The last bit of code is the main function which is the entry point to the application.

1. main :: IO ()
2. main = do
3.   chan <- newChan
4.   forkIO (notifyClients chan)
5.   runServer "" 3000 $ \pc -> do
6.     conn <- acceptRequest pc
7.     c <- dupChan chan
8.     handleConnection conn c
  1. The type signature of a Haskell program. The Haskell equivalent of public static void main(String [] args).
  2. Says the main function is composed of the following actions.
  3. Creates the initial channel from which all other channels are duplicated.
  4. Calls notifyClients that was defined earlier.

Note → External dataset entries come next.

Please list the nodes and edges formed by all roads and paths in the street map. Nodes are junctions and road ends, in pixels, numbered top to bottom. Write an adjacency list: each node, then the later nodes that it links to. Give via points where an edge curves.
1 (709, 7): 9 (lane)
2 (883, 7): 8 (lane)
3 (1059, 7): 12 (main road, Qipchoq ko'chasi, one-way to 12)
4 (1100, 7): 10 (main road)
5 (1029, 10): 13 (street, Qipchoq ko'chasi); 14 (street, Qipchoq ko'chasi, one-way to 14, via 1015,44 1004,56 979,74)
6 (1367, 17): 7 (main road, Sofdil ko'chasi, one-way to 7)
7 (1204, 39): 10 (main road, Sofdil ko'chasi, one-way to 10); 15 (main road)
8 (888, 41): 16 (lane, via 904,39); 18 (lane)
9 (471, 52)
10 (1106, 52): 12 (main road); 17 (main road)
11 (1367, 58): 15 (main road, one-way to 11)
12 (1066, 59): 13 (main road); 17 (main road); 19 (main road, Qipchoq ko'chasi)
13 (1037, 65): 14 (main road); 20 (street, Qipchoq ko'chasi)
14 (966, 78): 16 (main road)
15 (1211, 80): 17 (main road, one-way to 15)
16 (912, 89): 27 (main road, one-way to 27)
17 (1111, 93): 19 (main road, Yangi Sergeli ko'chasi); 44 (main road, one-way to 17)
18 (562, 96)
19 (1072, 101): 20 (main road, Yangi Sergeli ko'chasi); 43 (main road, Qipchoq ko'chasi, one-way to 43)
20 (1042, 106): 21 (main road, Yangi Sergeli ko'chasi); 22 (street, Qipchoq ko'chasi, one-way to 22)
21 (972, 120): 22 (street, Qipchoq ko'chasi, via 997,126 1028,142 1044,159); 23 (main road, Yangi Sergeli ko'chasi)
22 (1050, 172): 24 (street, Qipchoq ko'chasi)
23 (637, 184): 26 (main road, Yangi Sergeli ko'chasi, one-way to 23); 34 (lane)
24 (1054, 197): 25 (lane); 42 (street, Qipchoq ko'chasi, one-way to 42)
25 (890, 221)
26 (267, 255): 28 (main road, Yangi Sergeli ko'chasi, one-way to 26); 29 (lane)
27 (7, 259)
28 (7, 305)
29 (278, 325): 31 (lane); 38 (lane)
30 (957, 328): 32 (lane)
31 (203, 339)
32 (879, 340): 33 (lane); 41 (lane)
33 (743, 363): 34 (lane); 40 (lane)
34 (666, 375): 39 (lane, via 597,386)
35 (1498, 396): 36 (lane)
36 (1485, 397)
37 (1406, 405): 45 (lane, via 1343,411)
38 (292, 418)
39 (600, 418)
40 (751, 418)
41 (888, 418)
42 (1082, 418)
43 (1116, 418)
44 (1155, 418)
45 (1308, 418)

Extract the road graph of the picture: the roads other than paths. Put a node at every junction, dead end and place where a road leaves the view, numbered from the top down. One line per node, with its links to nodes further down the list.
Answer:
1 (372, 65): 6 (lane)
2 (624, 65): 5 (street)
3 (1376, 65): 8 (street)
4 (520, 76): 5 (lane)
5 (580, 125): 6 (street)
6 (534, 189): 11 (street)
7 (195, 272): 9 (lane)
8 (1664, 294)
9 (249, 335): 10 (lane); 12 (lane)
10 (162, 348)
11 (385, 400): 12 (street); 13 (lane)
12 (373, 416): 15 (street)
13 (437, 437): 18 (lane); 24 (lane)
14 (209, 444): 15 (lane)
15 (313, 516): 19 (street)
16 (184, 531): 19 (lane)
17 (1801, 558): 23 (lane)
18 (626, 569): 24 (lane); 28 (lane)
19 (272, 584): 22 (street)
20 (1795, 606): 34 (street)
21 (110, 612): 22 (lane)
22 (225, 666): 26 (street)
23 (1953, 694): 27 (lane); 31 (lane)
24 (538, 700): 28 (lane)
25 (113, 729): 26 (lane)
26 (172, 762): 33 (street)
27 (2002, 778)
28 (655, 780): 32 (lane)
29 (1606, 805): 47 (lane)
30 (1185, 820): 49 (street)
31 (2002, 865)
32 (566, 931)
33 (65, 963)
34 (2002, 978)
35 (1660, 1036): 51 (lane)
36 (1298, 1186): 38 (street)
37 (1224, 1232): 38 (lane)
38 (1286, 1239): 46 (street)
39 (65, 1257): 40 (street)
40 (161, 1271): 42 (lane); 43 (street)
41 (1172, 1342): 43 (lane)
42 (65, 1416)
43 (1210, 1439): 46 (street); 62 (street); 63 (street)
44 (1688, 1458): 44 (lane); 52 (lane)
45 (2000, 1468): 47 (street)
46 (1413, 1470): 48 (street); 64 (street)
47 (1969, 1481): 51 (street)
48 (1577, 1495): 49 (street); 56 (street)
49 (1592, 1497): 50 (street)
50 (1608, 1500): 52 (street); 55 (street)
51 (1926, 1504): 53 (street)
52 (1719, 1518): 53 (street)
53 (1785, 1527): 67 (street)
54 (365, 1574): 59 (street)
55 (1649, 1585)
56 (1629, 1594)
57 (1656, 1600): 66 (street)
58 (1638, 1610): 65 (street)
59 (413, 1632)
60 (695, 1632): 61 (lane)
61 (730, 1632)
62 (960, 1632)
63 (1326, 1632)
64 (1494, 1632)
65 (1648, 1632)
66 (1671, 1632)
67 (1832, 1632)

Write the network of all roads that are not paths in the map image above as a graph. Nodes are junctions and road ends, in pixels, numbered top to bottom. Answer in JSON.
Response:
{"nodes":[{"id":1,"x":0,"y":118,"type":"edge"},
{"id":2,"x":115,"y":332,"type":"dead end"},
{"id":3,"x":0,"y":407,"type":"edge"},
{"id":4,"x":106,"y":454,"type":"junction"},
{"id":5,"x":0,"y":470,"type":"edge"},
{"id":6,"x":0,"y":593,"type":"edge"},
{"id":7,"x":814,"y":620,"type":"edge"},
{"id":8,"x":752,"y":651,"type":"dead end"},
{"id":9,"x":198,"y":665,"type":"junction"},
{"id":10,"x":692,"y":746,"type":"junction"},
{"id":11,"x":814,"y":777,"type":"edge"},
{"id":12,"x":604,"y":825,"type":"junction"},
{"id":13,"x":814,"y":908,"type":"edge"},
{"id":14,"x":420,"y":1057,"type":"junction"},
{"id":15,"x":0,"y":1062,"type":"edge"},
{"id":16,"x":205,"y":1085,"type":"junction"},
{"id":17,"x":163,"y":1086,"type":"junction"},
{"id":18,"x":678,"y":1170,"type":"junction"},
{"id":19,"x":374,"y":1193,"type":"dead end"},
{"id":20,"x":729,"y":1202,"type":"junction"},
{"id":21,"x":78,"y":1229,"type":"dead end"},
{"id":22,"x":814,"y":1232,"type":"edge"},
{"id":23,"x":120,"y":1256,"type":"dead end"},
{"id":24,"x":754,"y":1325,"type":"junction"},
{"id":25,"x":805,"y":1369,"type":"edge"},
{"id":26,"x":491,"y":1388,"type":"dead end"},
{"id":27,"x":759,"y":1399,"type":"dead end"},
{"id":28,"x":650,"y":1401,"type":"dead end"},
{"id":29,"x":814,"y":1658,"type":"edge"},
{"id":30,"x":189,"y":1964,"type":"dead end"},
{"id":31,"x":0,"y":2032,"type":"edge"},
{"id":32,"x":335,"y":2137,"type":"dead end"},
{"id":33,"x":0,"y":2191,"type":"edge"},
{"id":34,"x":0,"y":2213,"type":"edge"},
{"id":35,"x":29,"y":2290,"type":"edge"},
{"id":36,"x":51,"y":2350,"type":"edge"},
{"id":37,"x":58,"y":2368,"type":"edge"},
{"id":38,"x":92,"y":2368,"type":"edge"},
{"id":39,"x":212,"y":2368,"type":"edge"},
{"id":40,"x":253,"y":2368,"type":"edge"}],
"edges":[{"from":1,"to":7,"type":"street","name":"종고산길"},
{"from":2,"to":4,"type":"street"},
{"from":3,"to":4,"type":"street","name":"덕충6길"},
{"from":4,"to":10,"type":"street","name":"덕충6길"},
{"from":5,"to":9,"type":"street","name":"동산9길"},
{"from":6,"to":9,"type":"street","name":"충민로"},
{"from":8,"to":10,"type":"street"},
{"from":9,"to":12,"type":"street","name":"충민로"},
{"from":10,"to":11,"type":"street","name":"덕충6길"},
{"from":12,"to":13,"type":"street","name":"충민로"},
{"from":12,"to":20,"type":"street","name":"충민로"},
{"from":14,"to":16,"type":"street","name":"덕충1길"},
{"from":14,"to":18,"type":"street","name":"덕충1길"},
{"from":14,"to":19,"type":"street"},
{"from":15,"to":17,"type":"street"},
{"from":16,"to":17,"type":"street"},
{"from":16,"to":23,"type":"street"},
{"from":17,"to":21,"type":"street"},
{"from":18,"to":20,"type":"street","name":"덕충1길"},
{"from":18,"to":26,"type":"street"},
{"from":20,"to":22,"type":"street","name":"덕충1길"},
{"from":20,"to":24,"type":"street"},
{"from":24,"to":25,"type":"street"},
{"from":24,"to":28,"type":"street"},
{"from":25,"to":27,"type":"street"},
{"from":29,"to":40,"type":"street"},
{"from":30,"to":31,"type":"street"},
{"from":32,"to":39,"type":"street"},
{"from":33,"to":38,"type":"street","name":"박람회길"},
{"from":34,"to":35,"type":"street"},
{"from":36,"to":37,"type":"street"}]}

The forkIO function is all that’s needed to invoke this on a separate thread.
  5. This creates a simple socket server using the WebSocket package. runServer takes an IP address to bind to, a port and a function that runs each time a client attempts a connection.
  6. pc is a pending connection. At this point, it is still possible to accept or reject the client, but because I’m nice, I call acceptRequest that takes a pending connection and gives me a Connection in return.
  7. dupChan creates a new channel by duplicating the initial one. As described above, when an item gets added to the initial channel it will get added to each of the duplicated channels as well. This lets the initial thread ‘broadcast’ to all other threads.
  8. Call the handleConnection function that was defined above using the new connection and duplicated channel.

Done! A high performance stock ticker server in 18 lines of code (although I did skip the code that actually gets the prices)! I’m not entirely sure what the aim of this blog post is but maybe it has piqued your interest in Haskell. Its many practical advantages aside, my favourite feature is that it’s fun to use.

Any comments, criticisms and questions are welcome. Full code and instructions on how to run it are available on github.